Why Grow Up?
Author | : Susan Neiman |
Publisher | : Macmillan |
Total Pages | : 241 |
Release | : 2015-05-05 |
Genre | : Philosophy |
ISBN | : 0374289964 |
"Originally published in 2014 by Penguin Books, Great Britain"--Title page verso.
Download Growing Up Is Challenging full books in PDF, epub, and Kindle. Read online free Growing Up Is Challenging ebook anywhere anytime directly on your device. Fast Download speed and no annoying ads. We cannot guarantee that every ebooks is available!
Author | : Susan Neiman |
Publisher | : Macmillan |
Total Pages | : 241 |
Release | : 2015-05-05 |
Genre | : Philosophy |
ISBN | : 0374289964 |
"Originally published in 2014 by Penguin Books, Great Britain"--Title page verso.

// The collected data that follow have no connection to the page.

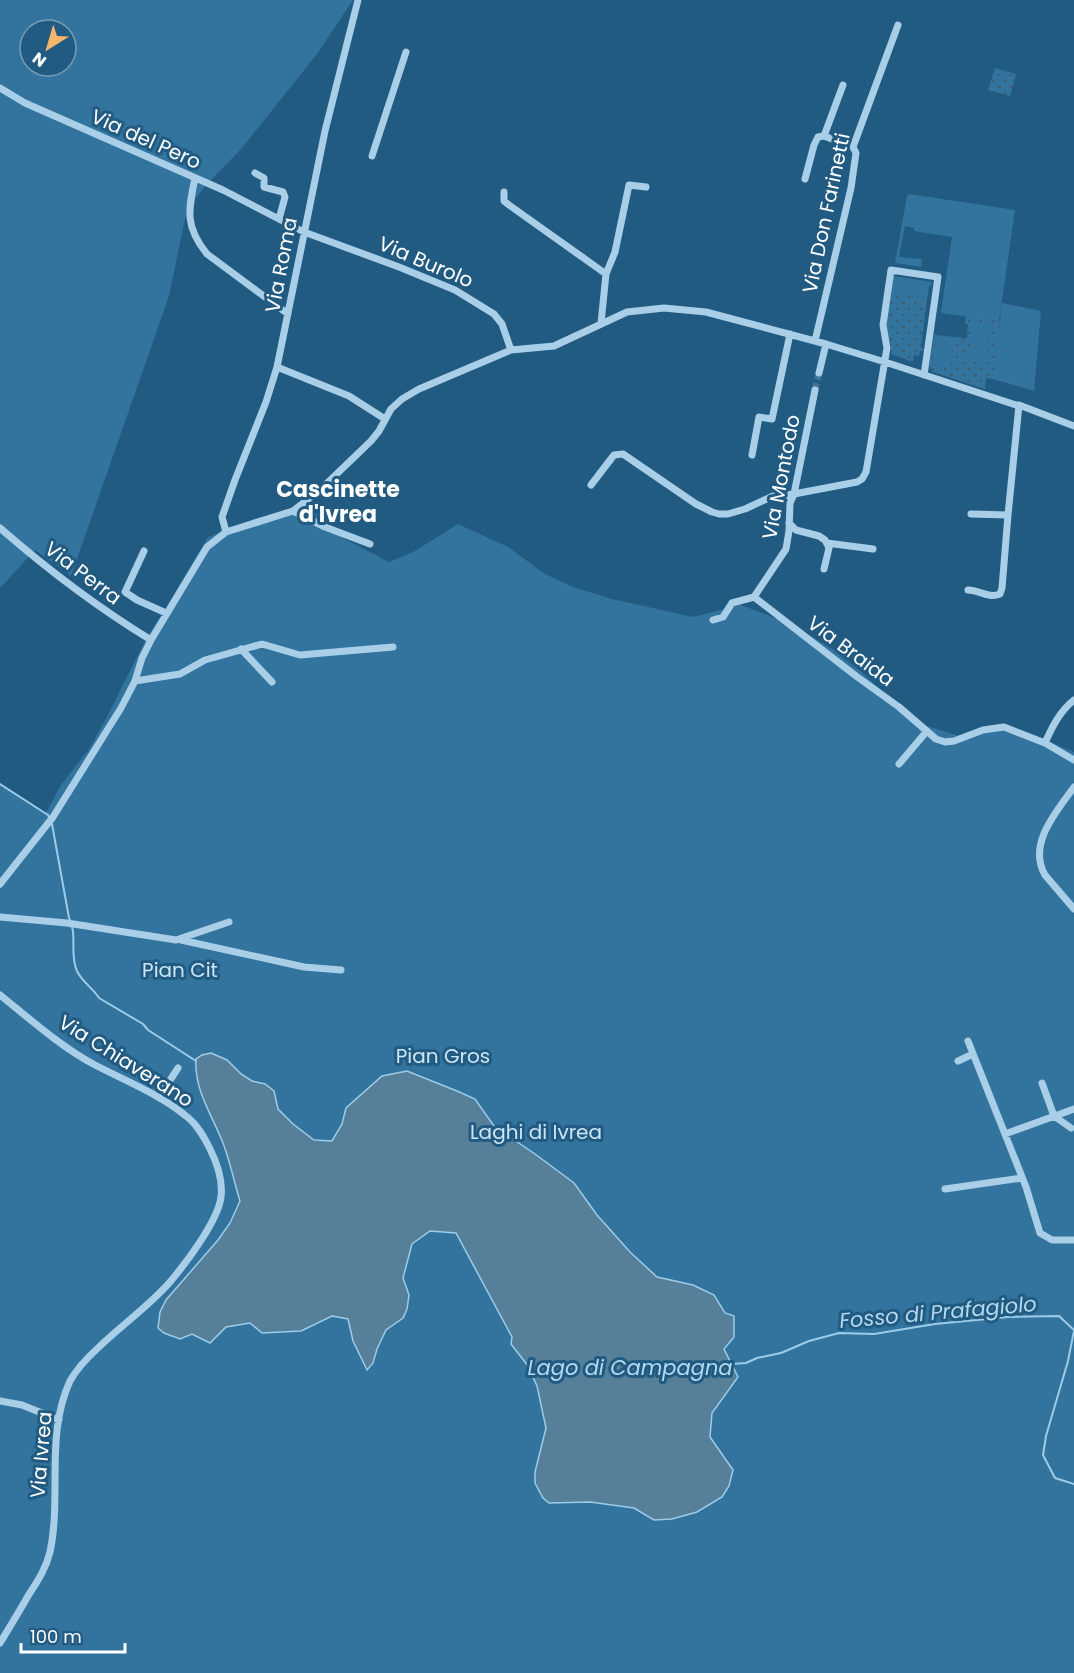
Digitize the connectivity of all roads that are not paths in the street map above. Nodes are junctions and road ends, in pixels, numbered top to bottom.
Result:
1 (358, 0) edge
2 (898, 25) dead end
3 (406, 52) dead end
4 (843, 85) dead end
5 (0, 88) edge
6 (824, 136) junction
7 (853, 147) junction
8 (372, 156) dead end
9 (255, 173) dead end
10 (195, 178) junction
11 (805, 179) dead end
12 (646, 187) dead end
13 (504, 192) dead end
14 (279, 219) junction
15 (304, 232) junction
16 (606, 274) junction
17 (288, 314) junction
18 (601, 323) junction
19 (790, 334) junction
20 (815, 341) junction
21 (826, 344) junction
22 (511, 350) junction
23 (885, 362) junction
24 (277, 367) junction
25 (819, 373) tunnel mouth
26 (924, 375) junction
27 (815, 390) tunnel mouth
28 (1019, 405) junction
29 (385, 419) junction
30 (1074, 426) edge
31 (752, 455) dead end
32 (591, 485) dead end
33 (794, 494) junction
34 (292, 511) junction
35 (971, 514) dead end
36 (1008, 515) junction
37 (789, 523) junction
38 (0, 528) edge
39 (226, 532) junction
40 (827, 543) junction
41 (370, 544) dead end
42 (873, 549) dead end
43 (144, 551) dead end
44 (824, 569) dead end
45 (968, 590) dead end
46 (754, 597) junction
47 (166, 613) junction
48 (713, 620) dead end
49 (151, 640) junction
50 (393, 647) dead end
51 (241, 649) junction
52 (135, 681) junction
53 (272, 682) dead end
54 (1074, 700) edge
55 (927, 731) junction
56 (1045, 743) junction
57 (1074, 760) edge
58 (899, 764) dead end
59 (1074, 787) edge
60 (0, 884) edge
61 (1074, 909) edge
62 (0, 917) edge
63 (229, 922) dead end
64 (176, 940) junction
65 (341, 970) dead end
66 (0, 995) edge
67 (968, 1041) dead end
68 (973, 1054) junction
69 (958, 1061) dead end
70 (178, 1068) dead end
71 (1042, 1083) dead end
72 (159, 1097) junction
73 (1074, 1109) edge
74 (1054, 1116) junction
75 (1071, 1128) dead end
76 (1005, 1134) junction
77 (1022, 1178) junction
78 (945, 1189) dead end
79 (1074, 1240) edge
80 (159, 1295) joint
81 (0, 1401) edge
82 (58, 1420) junction
83 (0, 1643) edge

1 - 15 street, Via Roma
2 - 7 street, Via Don Farinetti
3 - 8 street
4 - 6 street
5 - 10 street, Via del Pero
6 - 7 street
6 - 11 street
7 - 20 street, Via Don Farinetti
9 - 14 street
10 - 14 street, Via del Pero
10 - 17 street
12 - 16 street
13 - 16 street
14 - 15 street, Via del Pero
15 - 17 street, Via Roma
15 - 22 street, Via Burolo
16 - 18 street
17 - 24 street, Via Roma
18 - 19 street
18 - 22 street
19 - 20 street
19 - 31 street
20 - 21 street
21 - 23 street
21 - 25 street
22 - 29 street
23 - 26 street
23 - 26 street
23 - 33 street
24 - 29 street
24 - 39 street, Via Roma
26 - 28 street
27 - 33 street, Via Montodo
28 - 30 street
28 - 36 street
29 - 34 street
32 - 33 street
33 - 37 street, Via Montodo
34 - 39 street
34 - 41 street
35 - 36 street
36 - 45 street
37 - 40 street
37 - 46 street, Via Montodo
38 - 49 street, Via Perra
39 - 47 street
40 - 42 street
40 - 44 street
43 - 47 street
46 - 48 street
46 - 55 street, Via Braida
47 - 49 street
49 - 52 street
50 - 51 street
51 - 52 street
51 - 53 street
52 - 60 street
54 - 56 street
55 - 56 street, Via Braida
55 - 58 street
56 - 57 street, Via Braida
59 - 61 street
62 - 64 street
63 - 64 street
64 - 65 street
66 - 72 street, Via Chiaverano
67 - 68 street
68 - 69 street
68 - 76 street
70 - 72 street
71 - 74 street
72 - 80 street, Via Chiaverano
73 - 74 street
74 - 75 street
74 - 76 street
76 - 77 street
77 - 78 street
77 - 79 street
80 - 82 street, Via Ivrea
81 - 82 street
82 - 83 street, Via Ivrea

Author | : Maureen Healy |
Publisher | : New World Library |
Total Pages | : 234 |
Release | : 2018-09-07 |
Genre | : Health & Fitness |
ISBN | : 1608685624 |
While growing up has never been easy, today's world presents kids and their parents with unprecedented challenges. The upside, posits Maureen Healy, is a widespread acknowledgment that emotional health, resilience, and equilibrium can be learned and strengthened. Healy is an expert on teaching skills that address the high sensitivity, big emotions, and hyper energy she herself experienced growing up. Three simple steps are key — Stop, Calm, and Make Smarter Choices. While not always easy, these steps are powerful, and Healy shows readers exactly how to implement them. Children move from acting out or shutting down, experiencing frequent physical symptoms such as head- and stomachaches, or hurting themselves or others, to recognizing they are being triggered, feeling their emotions, and using mindfulness strategies to respond from a calmer place.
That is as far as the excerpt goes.